100-units with 60% occupied by tenants with LA County housing choice vouchers (HCV) - many of which rents are below current HCV payment standards, 10% vacant, 25% occupied below market.
LACDA publishes HCV payment standards annually. 2021 PS are approximately 15% below market. LACDA PS was flat for 2010-2012, and again 2018-2020. The PS increased in 2021 by 5.45%. LACDA will also increase contract rent to the lesser of current PS or amount capped by CA rent control (5%+CPI).
Back to my underwriting question:
I am assuming rents for vacant units at leased at market, occupied non-HCV units at increased up to market (over 1-2 years), HCV units increased to max allowable (current PS or rent control increase). This may be conservative since it does not assume any turnover of HCV units (which do not turn regularly).
Am I missing something here?
@Danielle Bennett , I will say my one HCV unit I own technically will pay "market rents" but every time I apply for a rent increase it comes back lower than expected.

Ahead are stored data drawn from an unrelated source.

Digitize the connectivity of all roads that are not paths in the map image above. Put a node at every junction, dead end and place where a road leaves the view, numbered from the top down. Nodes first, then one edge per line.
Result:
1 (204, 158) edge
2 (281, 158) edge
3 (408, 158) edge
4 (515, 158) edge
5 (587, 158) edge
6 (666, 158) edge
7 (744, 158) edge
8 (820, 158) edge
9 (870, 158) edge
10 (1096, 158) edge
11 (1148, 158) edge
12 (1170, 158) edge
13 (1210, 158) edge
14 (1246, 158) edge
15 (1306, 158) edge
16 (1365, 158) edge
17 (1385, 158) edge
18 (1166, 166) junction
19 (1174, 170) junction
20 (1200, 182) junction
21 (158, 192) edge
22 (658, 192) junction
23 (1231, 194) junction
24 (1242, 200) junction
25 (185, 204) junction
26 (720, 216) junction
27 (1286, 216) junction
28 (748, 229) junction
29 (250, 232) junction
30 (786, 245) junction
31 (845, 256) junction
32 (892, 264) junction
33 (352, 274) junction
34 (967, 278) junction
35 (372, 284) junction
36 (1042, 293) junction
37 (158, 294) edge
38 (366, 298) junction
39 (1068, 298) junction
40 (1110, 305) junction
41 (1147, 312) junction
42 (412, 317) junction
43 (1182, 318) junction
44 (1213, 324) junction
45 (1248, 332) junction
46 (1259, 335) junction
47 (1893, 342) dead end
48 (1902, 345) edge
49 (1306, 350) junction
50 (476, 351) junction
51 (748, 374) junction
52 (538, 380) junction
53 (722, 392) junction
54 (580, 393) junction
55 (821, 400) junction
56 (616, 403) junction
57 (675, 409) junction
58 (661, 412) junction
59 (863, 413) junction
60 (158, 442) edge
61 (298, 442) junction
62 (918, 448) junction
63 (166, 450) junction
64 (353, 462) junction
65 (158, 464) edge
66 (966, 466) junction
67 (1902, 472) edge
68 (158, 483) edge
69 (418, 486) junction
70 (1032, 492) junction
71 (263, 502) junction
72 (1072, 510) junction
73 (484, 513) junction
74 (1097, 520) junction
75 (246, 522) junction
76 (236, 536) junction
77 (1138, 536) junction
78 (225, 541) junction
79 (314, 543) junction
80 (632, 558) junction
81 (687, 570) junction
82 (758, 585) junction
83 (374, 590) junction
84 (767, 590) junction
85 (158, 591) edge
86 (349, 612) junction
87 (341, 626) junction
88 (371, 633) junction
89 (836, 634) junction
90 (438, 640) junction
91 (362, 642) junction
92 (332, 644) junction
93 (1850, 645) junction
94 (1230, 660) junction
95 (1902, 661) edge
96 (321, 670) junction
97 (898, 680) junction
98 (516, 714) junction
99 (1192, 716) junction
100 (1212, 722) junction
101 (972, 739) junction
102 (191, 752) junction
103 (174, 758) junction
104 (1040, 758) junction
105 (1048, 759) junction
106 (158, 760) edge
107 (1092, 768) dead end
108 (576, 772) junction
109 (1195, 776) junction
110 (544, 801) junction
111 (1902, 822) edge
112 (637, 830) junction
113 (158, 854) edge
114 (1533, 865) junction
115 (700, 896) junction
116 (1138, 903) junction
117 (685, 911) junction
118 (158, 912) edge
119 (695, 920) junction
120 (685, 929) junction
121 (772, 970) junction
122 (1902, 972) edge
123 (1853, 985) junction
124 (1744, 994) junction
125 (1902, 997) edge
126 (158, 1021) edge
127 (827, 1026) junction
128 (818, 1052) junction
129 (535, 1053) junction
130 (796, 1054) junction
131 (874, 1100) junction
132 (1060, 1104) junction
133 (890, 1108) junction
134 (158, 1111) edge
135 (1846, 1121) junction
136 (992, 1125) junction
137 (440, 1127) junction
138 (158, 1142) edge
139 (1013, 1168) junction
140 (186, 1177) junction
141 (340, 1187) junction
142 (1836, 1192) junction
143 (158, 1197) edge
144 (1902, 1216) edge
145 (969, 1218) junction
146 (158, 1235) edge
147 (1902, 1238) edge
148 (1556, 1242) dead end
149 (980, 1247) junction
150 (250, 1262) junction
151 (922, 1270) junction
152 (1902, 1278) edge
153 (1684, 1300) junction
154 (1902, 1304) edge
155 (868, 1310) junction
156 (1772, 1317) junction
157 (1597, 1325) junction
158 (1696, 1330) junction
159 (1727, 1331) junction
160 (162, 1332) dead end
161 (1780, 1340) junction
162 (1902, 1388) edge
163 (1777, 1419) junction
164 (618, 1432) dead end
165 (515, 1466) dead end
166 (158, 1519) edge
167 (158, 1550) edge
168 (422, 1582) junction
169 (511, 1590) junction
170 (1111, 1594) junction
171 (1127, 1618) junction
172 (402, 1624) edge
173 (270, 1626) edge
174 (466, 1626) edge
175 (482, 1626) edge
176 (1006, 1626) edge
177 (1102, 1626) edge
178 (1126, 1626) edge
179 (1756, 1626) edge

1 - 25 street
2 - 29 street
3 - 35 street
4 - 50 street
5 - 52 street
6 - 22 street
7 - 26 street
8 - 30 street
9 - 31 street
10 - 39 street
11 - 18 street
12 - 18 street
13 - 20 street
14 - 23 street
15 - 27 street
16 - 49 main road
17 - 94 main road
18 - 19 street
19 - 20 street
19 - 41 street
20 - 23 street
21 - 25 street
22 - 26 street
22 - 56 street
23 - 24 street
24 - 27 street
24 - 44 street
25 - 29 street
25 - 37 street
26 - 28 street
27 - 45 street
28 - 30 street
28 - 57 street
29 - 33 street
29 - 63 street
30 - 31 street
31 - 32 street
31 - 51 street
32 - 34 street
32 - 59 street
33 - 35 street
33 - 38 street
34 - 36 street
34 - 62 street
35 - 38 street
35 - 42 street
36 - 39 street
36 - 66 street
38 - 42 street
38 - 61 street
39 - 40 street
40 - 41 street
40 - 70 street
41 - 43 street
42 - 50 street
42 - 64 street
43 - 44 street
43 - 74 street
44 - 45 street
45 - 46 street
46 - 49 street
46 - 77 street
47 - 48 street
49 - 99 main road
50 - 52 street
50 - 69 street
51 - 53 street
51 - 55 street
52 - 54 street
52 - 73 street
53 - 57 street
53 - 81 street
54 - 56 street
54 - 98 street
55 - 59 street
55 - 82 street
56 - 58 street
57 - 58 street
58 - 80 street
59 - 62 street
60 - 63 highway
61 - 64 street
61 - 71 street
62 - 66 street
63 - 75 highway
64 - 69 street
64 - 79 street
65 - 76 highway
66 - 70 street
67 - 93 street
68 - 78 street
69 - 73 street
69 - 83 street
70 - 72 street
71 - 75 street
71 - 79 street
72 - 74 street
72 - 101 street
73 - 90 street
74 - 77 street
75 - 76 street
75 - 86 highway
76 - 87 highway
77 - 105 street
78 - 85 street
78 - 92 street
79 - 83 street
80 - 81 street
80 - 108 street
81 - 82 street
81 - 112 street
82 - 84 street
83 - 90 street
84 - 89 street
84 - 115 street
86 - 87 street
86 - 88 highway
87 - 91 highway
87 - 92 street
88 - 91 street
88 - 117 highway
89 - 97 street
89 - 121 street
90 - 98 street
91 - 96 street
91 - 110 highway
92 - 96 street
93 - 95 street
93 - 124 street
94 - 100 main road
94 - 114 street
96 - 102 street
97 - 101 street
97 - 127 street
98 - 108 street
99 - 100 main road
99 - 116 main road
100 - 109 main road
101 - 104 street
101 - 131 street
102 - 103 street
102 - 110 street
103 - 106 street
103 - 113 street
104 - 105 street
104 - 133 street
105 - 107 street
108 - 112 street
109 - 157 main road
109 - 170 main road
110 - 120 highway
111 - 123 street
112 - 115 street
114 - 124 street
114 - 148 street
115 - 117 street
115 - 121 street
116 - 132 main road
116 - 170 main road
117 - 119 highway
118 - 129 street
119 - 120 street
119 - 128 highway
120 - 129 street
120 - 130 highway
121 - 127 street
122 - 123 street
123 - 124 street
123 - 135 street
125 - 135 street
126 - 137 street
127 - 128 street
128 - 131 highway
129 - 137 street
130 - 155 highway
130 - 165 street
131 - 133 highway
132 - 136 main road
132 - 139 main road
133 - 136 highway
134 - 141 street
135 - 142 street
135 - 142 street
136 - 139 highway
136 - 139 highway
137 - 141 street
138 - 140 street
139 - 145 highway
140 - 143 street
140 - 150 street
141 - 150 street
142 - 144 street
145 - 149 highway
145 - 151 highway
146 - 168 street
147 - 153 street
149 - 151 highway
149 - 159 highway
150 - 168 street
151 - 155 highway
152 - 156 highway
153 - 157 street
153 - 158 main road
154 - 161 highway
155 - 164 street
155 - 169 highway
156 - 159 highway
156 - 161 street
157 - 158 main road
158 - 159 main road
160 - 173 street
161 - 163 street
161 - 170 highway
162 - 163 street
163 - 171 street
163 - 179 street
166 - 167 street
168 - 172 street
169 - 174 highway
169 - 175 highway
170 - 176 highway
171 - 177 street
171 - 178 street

Therefore from what you have posted, and my lack of knowledge on LA rentals, let alone LACDA vouchers, from my experience staying conservative is never a bad option. Are you saying CA rent control allows for 5% plus CPI? Which CPI measure, annual increase? If so that would allow for a 9-10% year over year increase on rent controlled units, which seems pretty high.
What has the historical trend on the PS increases been? Has it historically run at a 5+% rate?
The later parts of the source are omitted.